(Saved data entries)
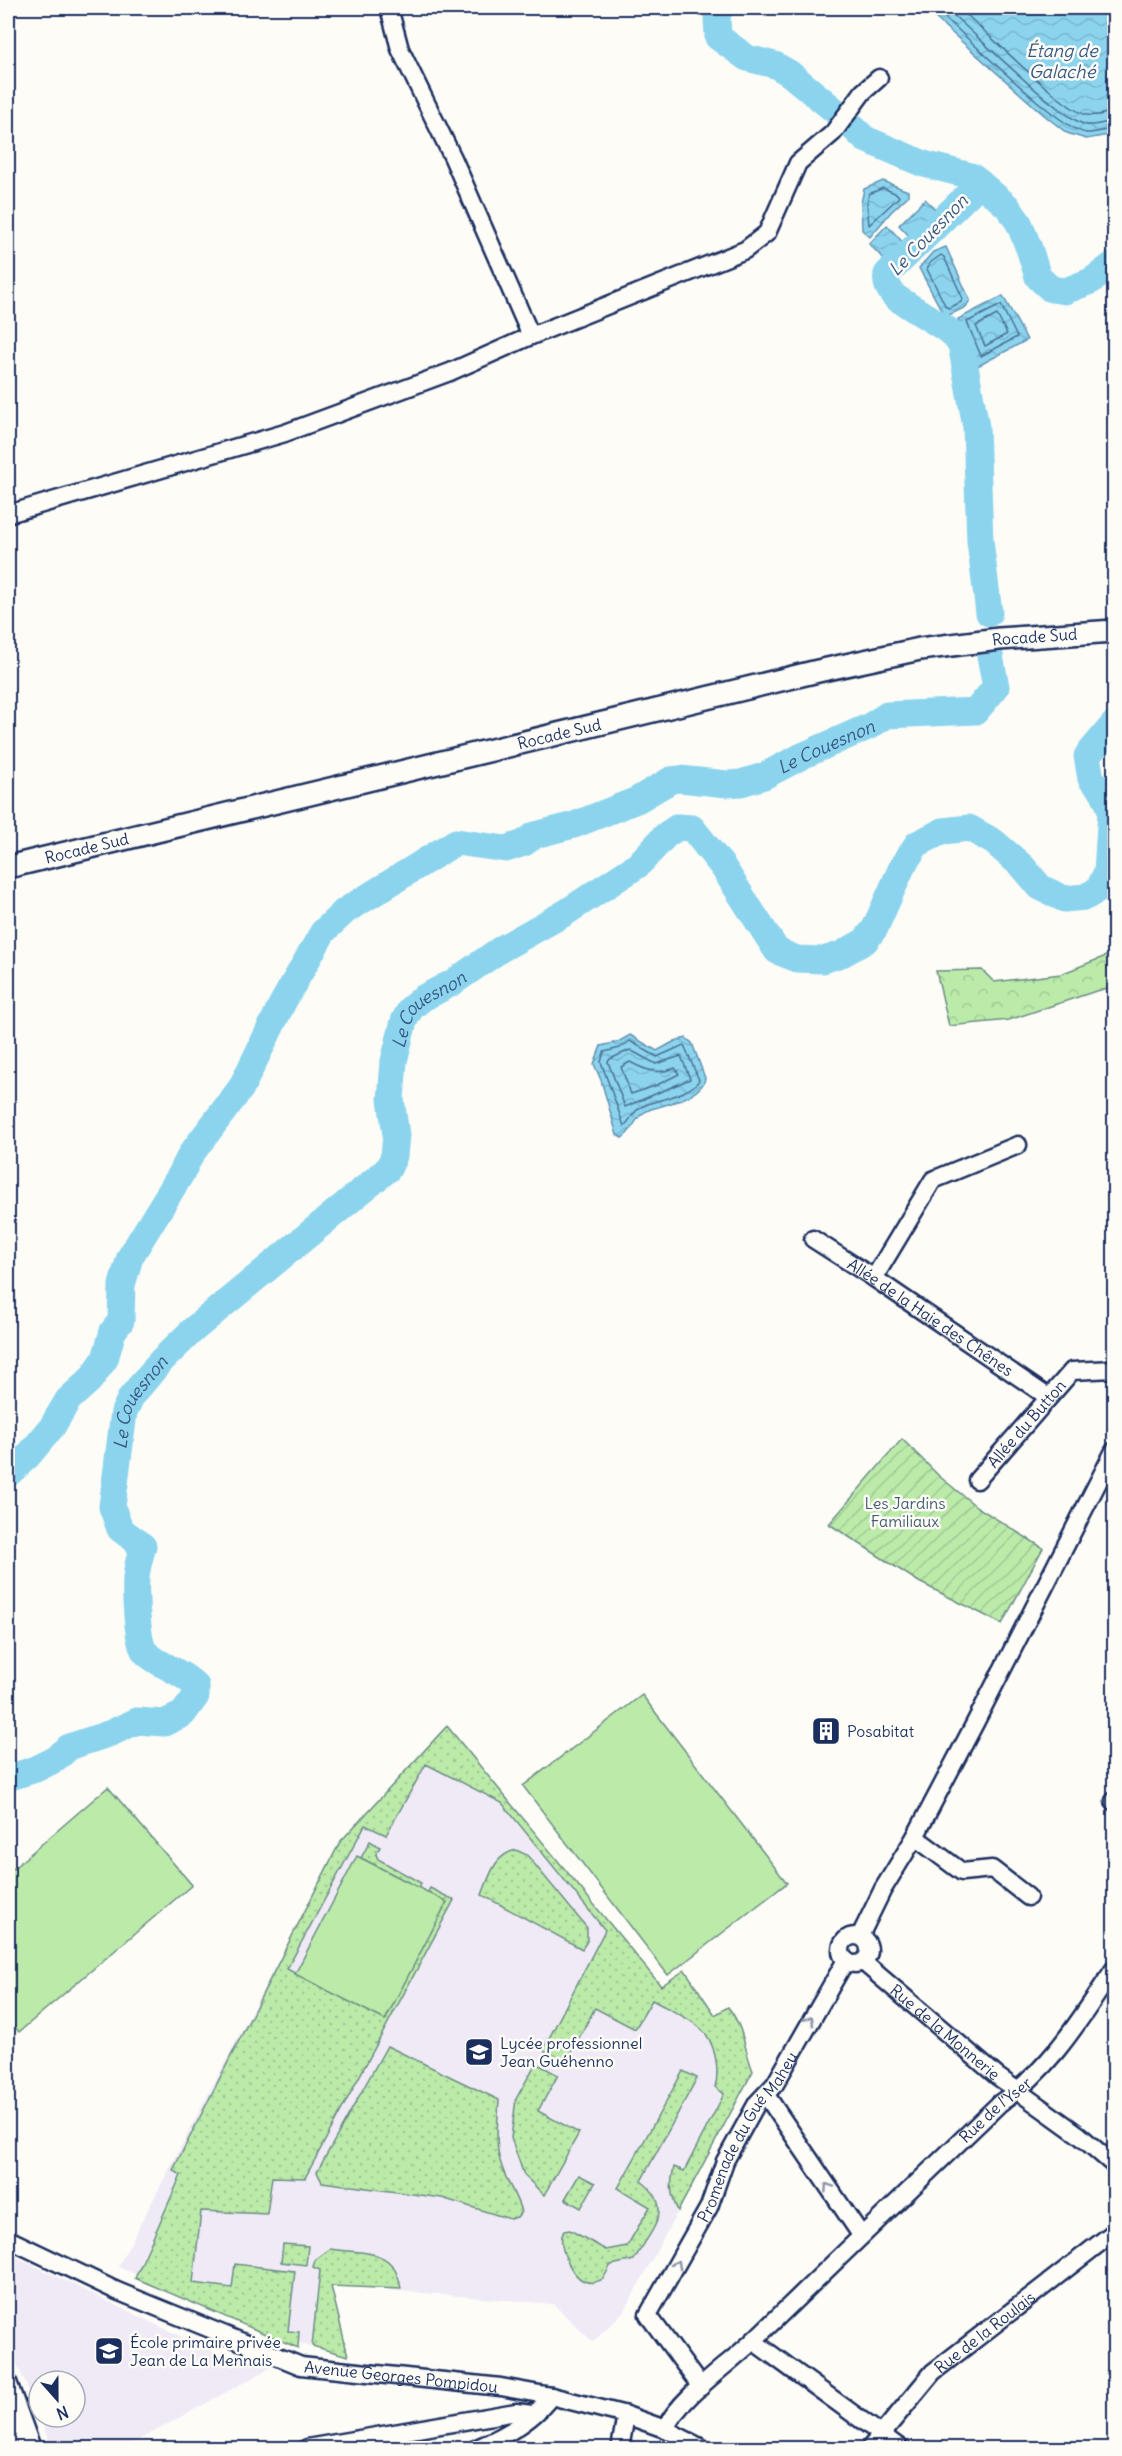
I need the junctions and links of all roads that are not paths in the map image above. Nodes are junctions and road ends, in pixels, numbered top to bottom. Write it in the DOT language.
graph roads {
  1 [pos="389,8"];
  2 [pos="879,78"];
  3 [pos="531,336"];
  4 [pos="8,514"];
  5 [pos="1114,631"];
  6 [pos="8,867"];
  7 [pos="1018,1145"];
  8 [pos="813,1239"];
  9 [pos="874,1278"];
  10 [pos="1114,1369"];
  11 [pos="1048,1396"];
  12 [pos="1114,1451"];
  13 [pos="977,1480"];
  14 [pos="915,1837"];
  15 [pos="1028,1897"];
  16 [pos="860,1936"];
  17 [pos="846,1960"];
  18 [pos="863,1962"];
  19 [pos="1114,1969"];
  20 [pos="1018,2091"];
  21 [pos="766,2095"];
  22 [pos="1114,2164"];
  23 [pos="1114,2232"];
  24 [pos="861,2235"];
  25 [pos="8,2239"];
  26 [pos="753,2341"];
  27 [pos="8,2382"];
  28 [pos="701,2387"];
  29 [pos="551,2396"];
  30 [pos="532,2414"];
  31 [pos="626,2415"];
  32 [pos="8,2424"];
  33 [pos="665,2429"];
  34 [pos="881,2435"];
  35 [pos="17,2448"];
  36 [pos="32,2448"];
  37 [pos="306,2448"];
  38 [pos="477,2448"];
  39 [pos="623,2448"];
  40 [pos="702,2448"];
  41 [pos="870,2448"];
  42 [pos="900,2448"];
  1 -- 3 [label="street"];
  2 -- 3 [label="street"];
  3 -- 4 [label="street"];
  5 -- 6 [label="main road, Rocade Sud"];
  7 -- 9 [label="street"];
  8 -- 9 [label="street, Allée de la Haie des Chênes"];
  9 -- 11 [label="street, Allée de la Haie des Chênes"];
  10 -- 11 [label="street, Allée du Button"];
  11 -- 13 [label="street, Allée du Button"];
  12 -- 14 [label="street"];
  14 -- 15 [label="street"];
  14 -- 16 [label="street"];
  16 -- 17 [label="street"];
  16 -- 18 [label="street"];
  17 -- 18 [label="street"];
  21 -- 17 [label="street, Promenade du Gué Maheu, one-way"];
  18 -- 20 [label="street, Rue de la Monnerie"];
  19 -- 20 [label="street, Rue de l'Yser"];
  20 -- 22 [label="street, Rue de la Monnerie"];
  20 -- 24 [label="street, Rue de l'Yser"];
  24 -- 21 [label="street, one-way"];
  28 -- 21 [label="street, Promenade du Gué Maheu, one-way"];
  23 -- 34 [label="street, Rue de la Roulais"];
  24 -- 26 [label="street, Rue de l'Yser"];
  25 -- 29 [label="street, Avenue Georges Pompidou"];
  26 -- 28 [label="street, Rue de l'Yser"];
  26 -- 34 [label="street"];
  27 -- 36 [label="street"];
  28 -- 33 [label="street, Rue de l'Yser"];
  29 -- 30 [label="street"];
  29 -- 31 [label="street, Avenue Georges Pompidou"];
  30 -- 37 [label="street"];
  30 -- 38 [label="street"];
  31 -- 33 [label="street, Avenue Georges Pompidou"];
  31 -- 39 [label="street"];
  32 -- 35 [label="street"];
  33 -- 40 [label="street, Avenue Georges Pompidou"];
  34 -- 41 [label="street, Rue de la Roulais"];
  34 -- 42 [label="street"];
}
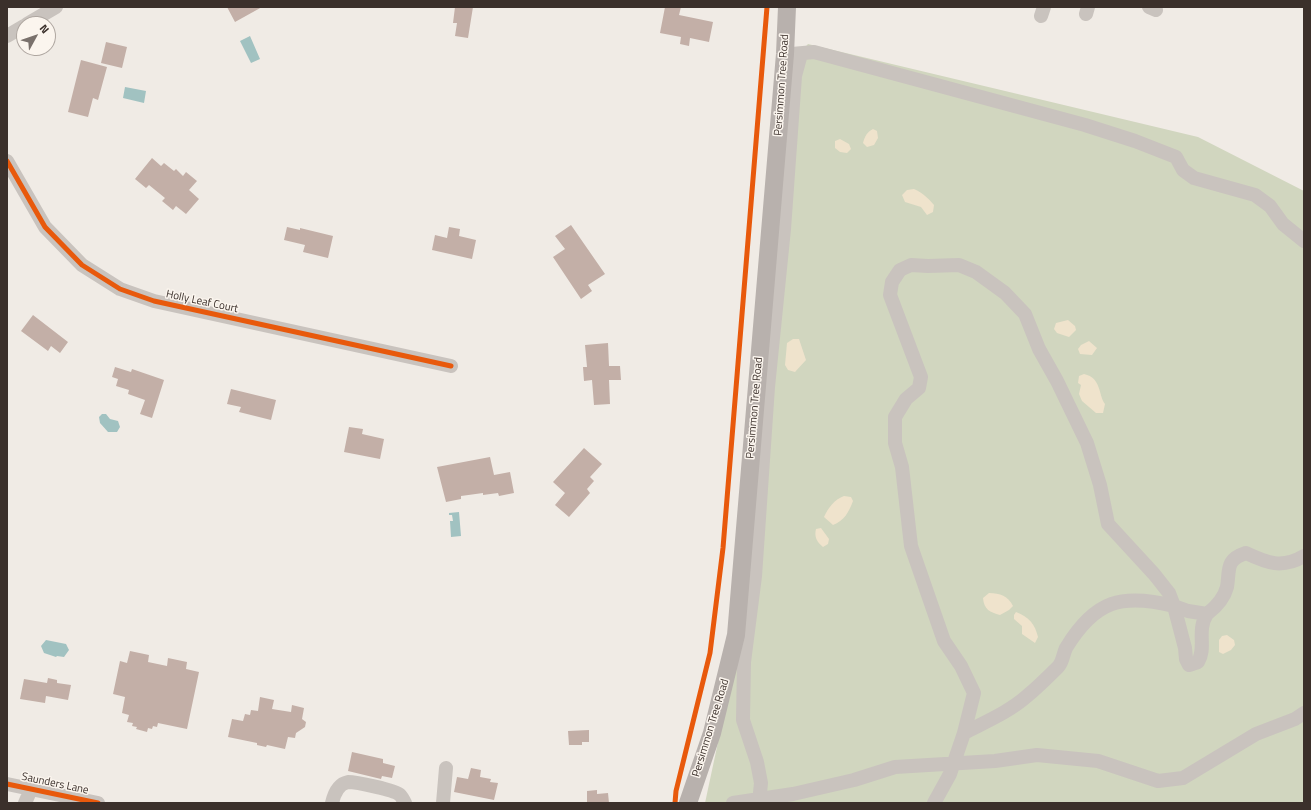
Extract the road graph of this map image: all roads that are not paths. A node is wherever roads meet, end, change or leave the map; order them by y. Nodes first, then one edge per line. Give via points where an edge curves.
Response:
1 (56, 7) edge
2 (787, 7) edge
3 (41, 16) edge
4 (16, 31) edge
5 (7, 36) edge
6 (793, 54) junction
7 (7, 161) edge
8 (1304, 241) edge
9 (451, 366) dead end
10 (1304, 556) edge
11 (1174, 606) junction
12 (1207, 614) junction
13 (1304, 713) edge
14 (964, 733) junction
15 (953, 763) junction
16 (446, 768) dead end
17 (7, 784) edge
18 (31, 789) junction
19 (759, 801) edge
20 (25, 803) edge
21 (98, 803) edge
22 (332, 803) edge
23 (405, 803) edge
24 (443, 803) edge
25 (688, 803) edge
26 (733, 803) edge
27 (934, 803) edge

1 - 3 street
2 - 6 main road, Persimmon Tree Road
4 - 5 street
6 - 8 street via 814,52 989,98 1135,141 1176,157 1183,170 1194,178 1255,195 1270,206 1283,224
6 - 19 street via 795,76 784,229 768,387 755,576 744,662 743,720 757,762 761,783
6 - 25 main road, Persimmon Tree Road via 736,635 712,733
7 - 9 street, Holly Leaf Court via 45,227 82,265 120,289 154,301
10 - 12 street via 1280,565 1260,560 1246,552 1239,555 1233,559 1228,569 1226,588 1218,606
11 - 12 street
11 - 12 street via 1189,664 1198,662 1201,658 1200,631
11 - 14 street via 1129,599 1108,604 1088,619 1066,648 1060,665 1026,697
11 - 14 street via 1169,593 1154,574 1108,524 1100,485 1087,443 1039,349 1025,314 1005,293 976,272 959,265 911,265 900,270 892,282 890,295 921,377 919,388 906,399 895,417 895,443 902,467 911,546 944,641 961,666 974,693
13 - 15 street via 1296,719 1256,734 1183,778 1158,781 1098,761 1037,755
14 - 15 street
15 - 19 street via 895,767 854,780
15 - 27 street via 950,774
16 - 24 street
17 - 18 street, Saunders Lane
18 - 20 street
18 - 21 street, Saunders Lane
19 - 26 street
22 - 23 street via 333,795 339,787 348,782 389,790 401,795

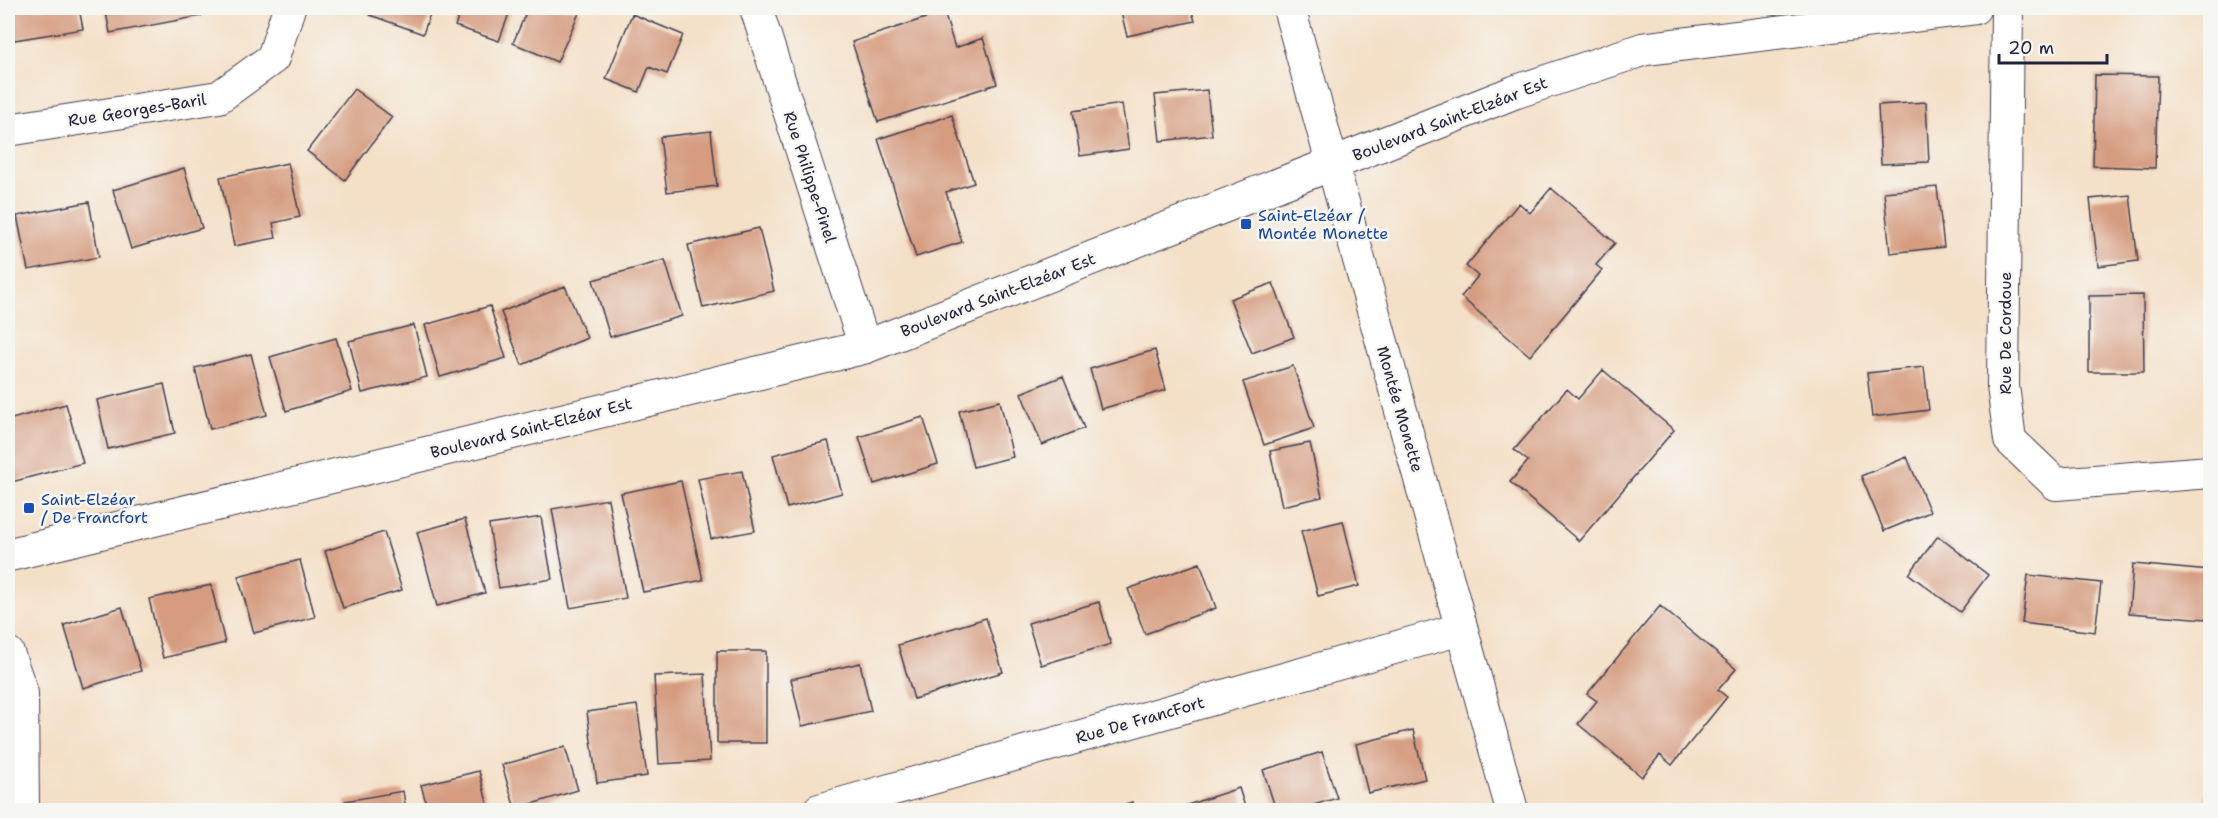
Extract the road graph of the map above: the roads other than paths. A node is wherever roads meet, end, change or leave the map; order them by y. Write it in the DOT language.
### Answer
graph roads {
  1 [pos="289,8"];
  2 [pos="756,8"];
  3 [pos="1289,8"];
  4 [pos="1974,8"];
  5 [pos="2007,8"];
  6 [pos="8,130"];
  7 [pos="1331,164"];
  8 [pos="865,347"];
  9 [pos="2211,471"];
  10 [pos="8,555"];
  11 [pos="1461,629"];
  12 [pos="8,653"];
  13 [pos="23,810"];
  14 [pos="819,810"];
  15 [pos="1512,810"];
  1 -- 6 [label="street, Rue Georges-Baril"];
  2 -- 8 [label="street, Rue Philippe-Pinel"];
  3 -- 7 [label="street, Montée Monette"];
  4 -- 7 [label="street, Boulevard Saint-Elzéar Est"];
  5 -- 9 [label="street, Rue De Cordoue"];
  7 -- 8 [label="street, Boulevard Saint-Elzéar Est"];
  7 -- 11 [label="street, Montée Monette"];
  8 -- 10 [label="street, Boulevard Saint-Elzéar Est"];
  11 -- 14 [label="street, Rue De FrancFort"];
  11 -- 15 [label="street, Montée Monette"];
  12 -- 13 [label="street"];
}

THE TASK ->
In the lines above, locate the string "Monnerie". Copy every line where it occurs.

WORKED SOLUTION ->
  18 -- 20 [label="street, Rue de la Monnerie"];
  20 -- 22 [label="street, Rue de la Monnerie"];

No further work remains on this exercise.